» **Description of the task**:
Using the data below, show every line where the word "edges" occurs.

--------------------------------------------------

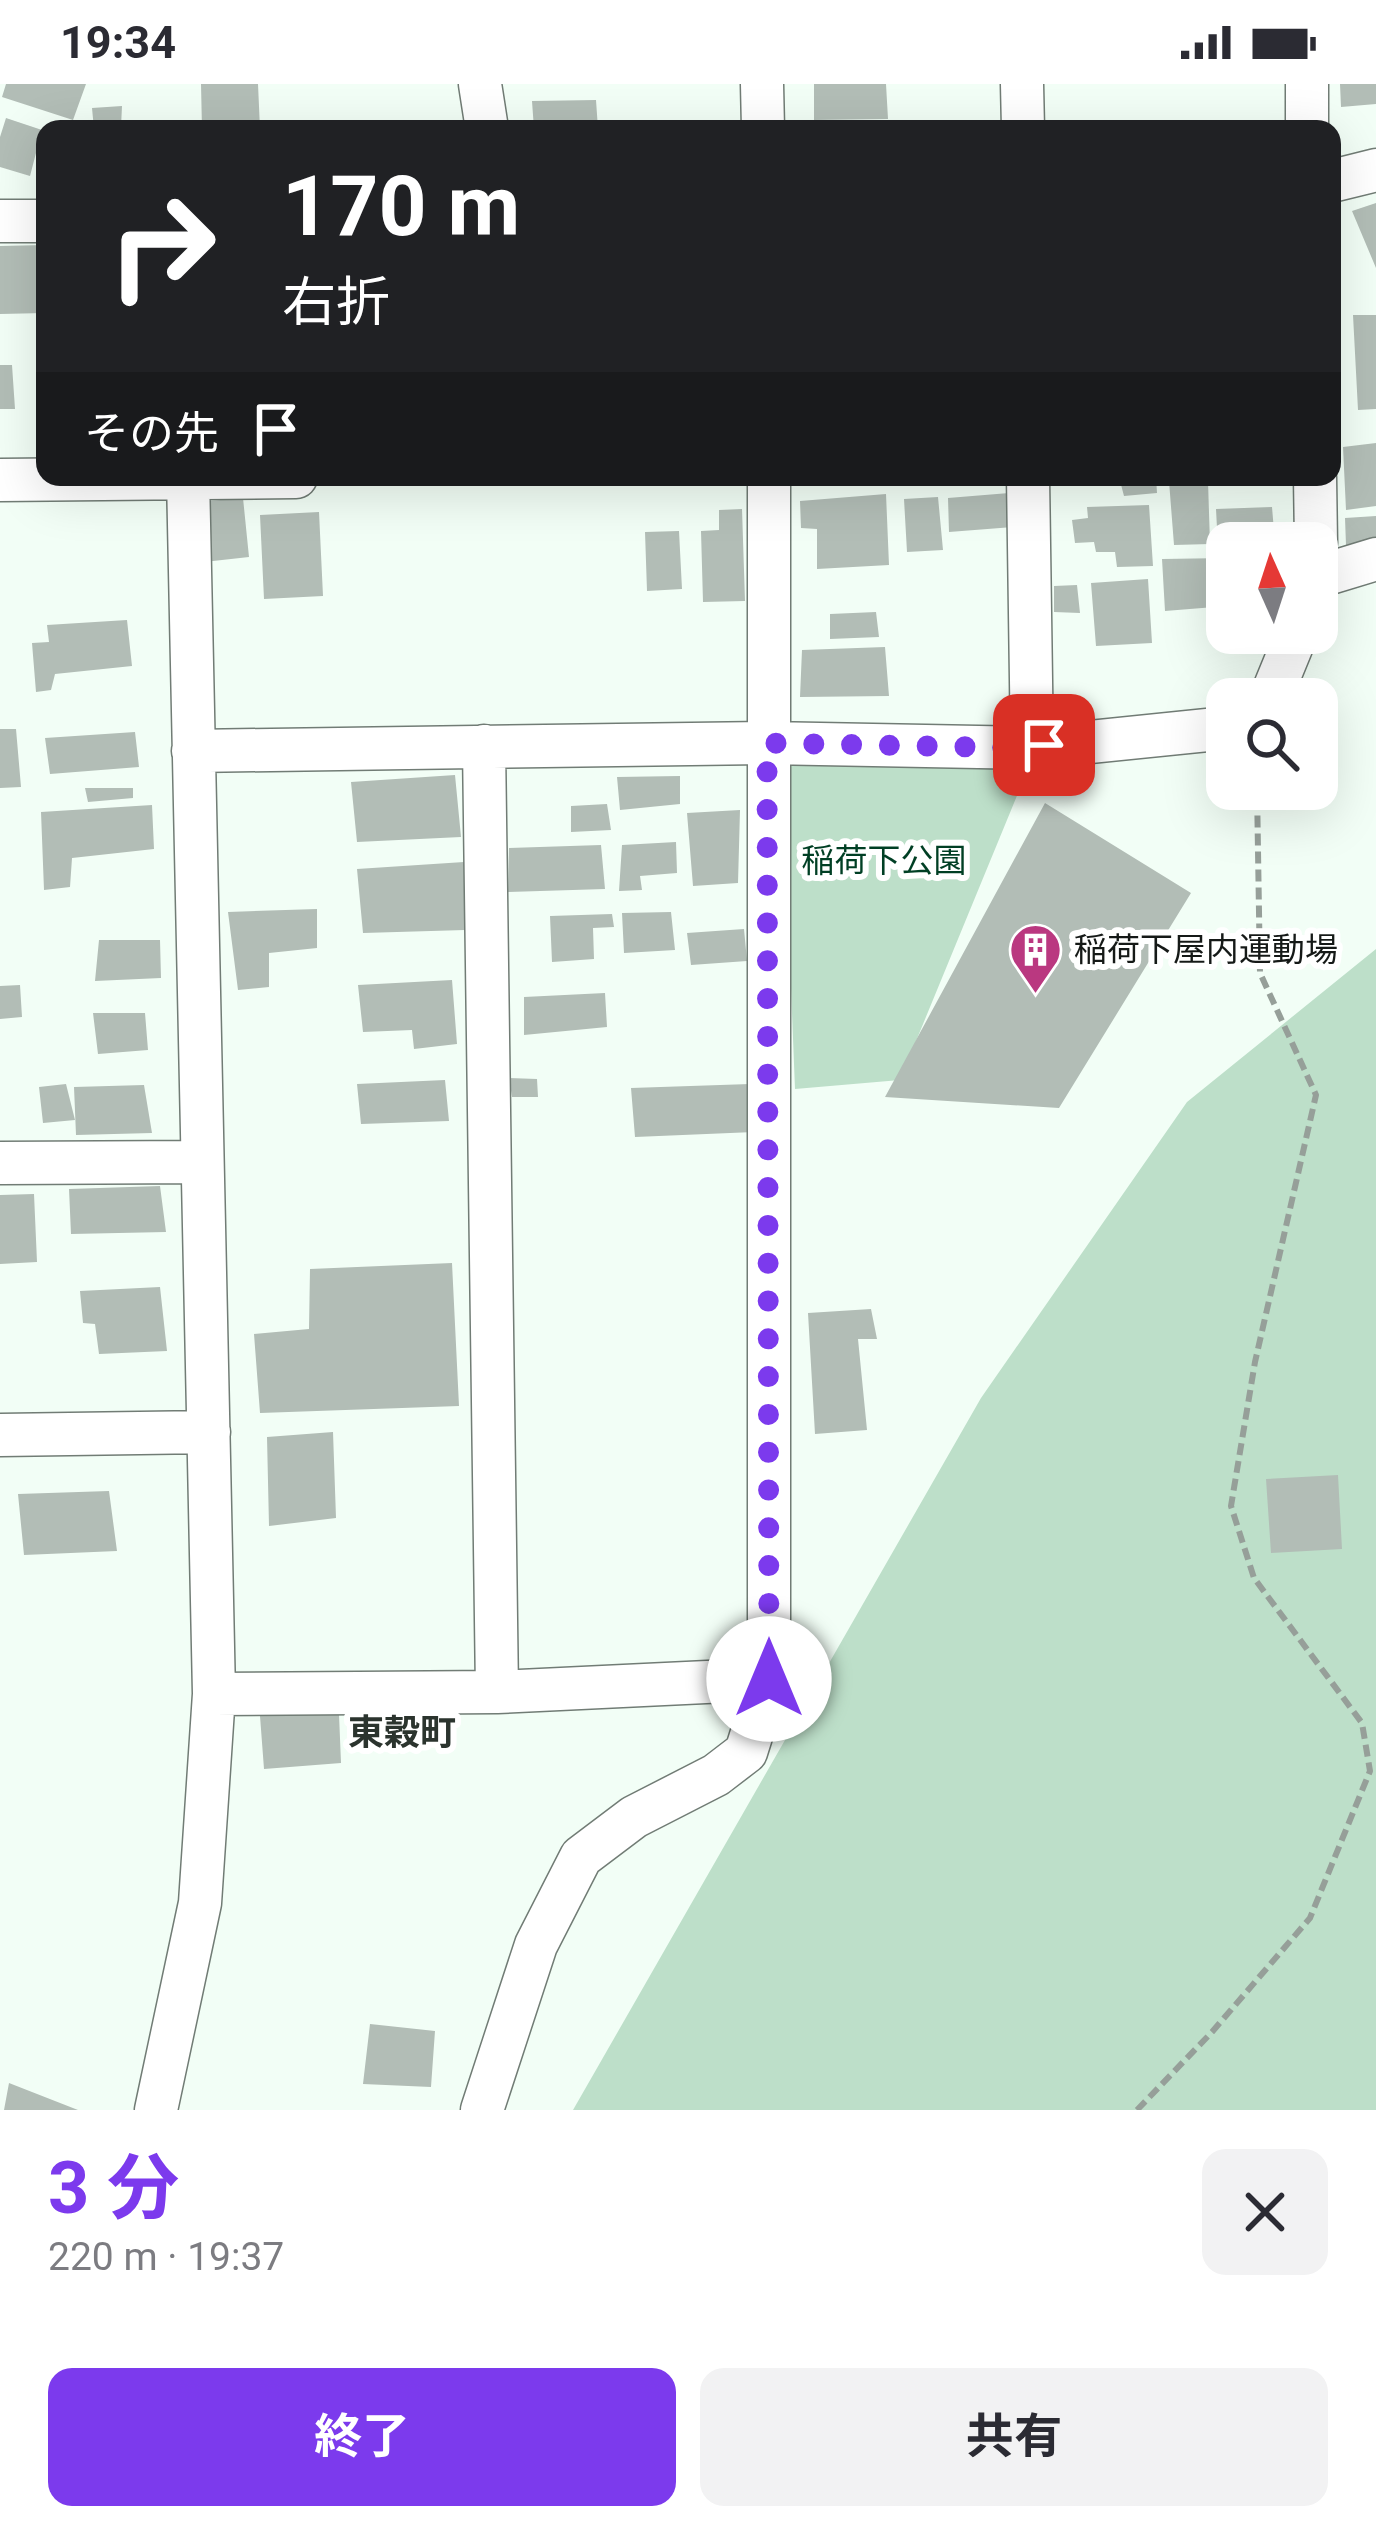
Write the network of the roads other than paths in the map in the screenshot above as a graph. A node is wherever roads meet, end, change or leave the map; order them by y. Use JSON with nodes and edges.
{"nodes":[{"id":1,"x":480,"y":84,"type":"edge"},
{"id":2,"x":762,"y":84,"type":"edge"},
{"id":3,"x":1022,"y":84,"type":"edge"},
{"id":4,"x":1307,"y":84,"type":"edge"},
{"id":5,"x":486,"y":120,"type":"edge"},
{"id":6,"x":763,"y":120,"type":"edge"},
{"id":7,"x":1023,"y":120,"type":"edge"},
{"id":8,"x":1307,"y":120,"type":"edge"},
{"id":9,"x":1376,"y":170,"type":"edge"},
{"id":10,"x":1341,"y":179,"type":"edge"},
{"id":11,"x":0,"y":220,"type":"edge"},
{"id":12,"x":36,"y":220,"type":"edge"},
{"id":13,"x":0,"y":480,"type":"edge"},
{"id":14,"x":36,"y":480,"type":"edge"},
{"id":15,"x":188,"y":486,"type":"edge"},
{"id":16,"x":770,"y":486,"type":"edge"},
{"id":17,"x":1028,"y":486,"type":"edge"},
{"id":18,"x":1315,"y":486,"type":"edge"},
{"id":19,"x":1316,"y":522,"type":"edge"},
{"id":20,"x":1376,"y":559,"type":"edge"},
{"id":21,"x":1338,"y":571,"type":"edge"},
{"id":22,"x":1206,"y":730,"type":"edge"},
{"id":23,"x":767,"y":743,"type":"junction"},
{"id":24,"x":484,"y":746,"type":"junction"},
{"id":25,"x":1032,"y":748,"type":"junction"},
{"id":26,"x":193,"y":751,"type":"junction"},
{"id":27,"x":200,"y":1162,"type":"junction"},
{"id":28,"x":0,"y":1163,"type":"edge"},
{"id":29,"x":209,"y":1432,"type":"junction"},
{"id":30,"x":0,"y":1436,"type":"edge"},
{"id":31,"x":769,"y":1679,"type":"junction"},
{"id":32,"x":497,"y":1692,"type":"junction"},
{"id":33,"x":214,"y":1694,"type":"junction"},
{"id":34,"x":156,"y":2110,"type":"edge"},
{"id":35,"x":482,"y":2110,"type":"edge"}],
"edges":[{"from":1,"to":5,"type":"street"},
{"from":2,"to":6,"type":"street"},
{"from":3,"to":7,"type":"street"},
{"from":4,"to":8,"type":"street"},
{"from":9,"to":10,"type":"street"},
{"from":11,"to":12,"type":"street"},
{"from":13,"to":14,"type":"street"},
{"from":15,"to":26,"type":"street"},
{"from":16,"to":23,"type":"street"},
{"from":17,"to":25,"type":"street"},
{"from":18,"to":19,"type":"street"},
{"from":20,"to":21,"type":"street"},
{"from":22,"to":25,"type":"street"},
{"from":23,"to":24,"type":"street"},
{"from":23,"to":25,"type":"street"},
{"from":23,"to":31,"type":"street"},
{"from":24,"to":26,"type":"street"},
{"from":24,"to":32,"type":"street"},
{"from":26,"to":27,"type":"street"},
{"from":27,"to":28,"type":"street"},
{"from":27,"to":29,"type":"street"},
{"from":29,"to":30,"type":"street"},
{"from":29,"to":33,"type":"street"},
{"from":31,"to":32,"type":"street"},
{"from":31,"to":35,"type":"street"},
{"from":32,"to":33,"type":"street"},
{"from":33,"to":34,"type":"street"}]}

--------------------------------------------------

» **Solution to the exercise**:
Write the network of the roads other than paths in the map in the screenshot above as a graph. A node is wherever roads meet, end, change or leave the map; order them by y. Use JSON with nodes and edges.
"edges":[{"from":1,"to":5,"type":"street"},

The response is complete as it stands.